▶ Task description: This task calls for copying every line of the records that includes the word "Guaraníes".

_ _ _ _

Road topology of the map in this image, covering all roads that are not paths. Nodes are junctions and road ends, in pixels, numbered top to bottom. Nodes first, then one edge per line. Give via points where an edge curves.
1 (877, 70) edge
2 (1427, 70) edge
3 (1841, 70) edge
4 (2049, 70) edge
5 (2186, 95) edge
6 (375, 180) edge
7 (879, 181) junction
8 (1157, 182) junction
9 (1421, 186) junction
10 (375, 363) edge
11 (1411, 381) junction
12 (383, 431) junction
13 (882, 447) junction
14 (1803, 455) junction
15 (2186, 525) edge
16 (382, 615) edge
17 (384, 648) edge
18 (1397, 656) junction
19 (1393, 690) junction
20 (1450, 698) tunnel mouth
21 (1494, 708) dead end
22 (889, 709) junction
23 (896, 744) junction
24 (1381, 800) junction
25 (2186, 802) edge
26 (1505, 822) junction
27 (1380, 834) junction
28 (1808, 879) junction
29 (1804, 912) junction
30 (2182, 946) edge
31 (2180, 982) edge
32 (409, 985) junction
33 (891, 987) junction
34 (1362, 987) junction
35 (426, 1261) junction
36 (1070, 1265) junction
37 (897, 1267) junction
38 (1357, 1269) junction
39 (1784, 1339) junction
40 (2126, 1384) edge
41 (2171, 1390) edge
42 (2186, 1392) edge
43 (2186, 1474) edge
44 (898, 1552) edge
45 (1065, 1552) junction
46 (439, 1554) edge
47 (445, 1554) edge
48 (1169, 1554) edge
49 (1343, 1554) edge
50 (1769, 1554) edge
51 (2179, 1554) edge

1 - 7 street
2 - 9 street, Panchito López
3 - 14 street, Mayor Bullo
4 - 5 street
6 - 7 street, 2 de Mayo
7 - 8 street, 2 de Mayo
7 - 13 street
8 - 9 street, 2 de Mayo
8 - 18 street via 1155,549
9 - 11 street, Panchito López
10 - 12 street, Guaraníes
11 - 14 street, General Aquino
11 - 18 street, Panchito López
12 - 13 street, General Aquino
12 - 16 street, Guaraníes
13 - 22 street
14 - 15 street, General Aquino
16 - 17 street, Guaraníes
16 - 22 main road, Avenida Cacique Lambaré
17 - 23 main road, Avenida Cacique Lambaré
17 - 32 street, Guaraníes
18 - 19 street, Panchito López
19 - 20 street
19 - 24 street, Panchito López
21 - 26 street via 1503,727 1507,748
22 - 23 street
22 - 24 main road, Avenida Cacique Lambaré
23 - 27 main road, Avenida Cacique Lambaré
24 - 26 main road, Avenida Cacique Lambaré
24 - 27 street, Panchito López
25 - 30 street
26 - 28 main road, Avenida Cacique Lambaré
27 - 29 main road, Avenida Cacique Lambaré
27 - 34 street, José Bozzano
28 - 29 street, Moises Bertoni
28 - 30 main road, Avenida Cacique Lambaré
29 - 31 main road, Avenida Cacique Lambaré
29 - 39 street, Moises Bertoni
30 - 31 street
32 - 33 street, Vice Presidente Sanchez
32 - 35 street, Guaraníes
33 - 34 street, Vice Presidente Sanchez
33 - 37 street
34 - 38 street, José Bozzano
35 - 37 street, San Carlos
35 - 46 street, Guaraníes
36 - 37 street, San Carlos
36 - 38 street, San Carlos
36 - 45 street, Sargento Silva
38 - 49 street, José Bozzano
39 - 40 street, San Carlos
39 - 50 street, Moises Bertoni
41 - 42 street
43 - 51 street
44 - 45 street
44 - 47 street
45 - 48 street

_ _ _ _

▶ Answer section:
10 - 12 street, Guaraníes
12 - 16 street, Guaraníes
16 - 17 street, Guaraníes
17 - 32 street, Guaraníes
32 - 35 street, Guaraníes
35 - 46 street, Guaraníes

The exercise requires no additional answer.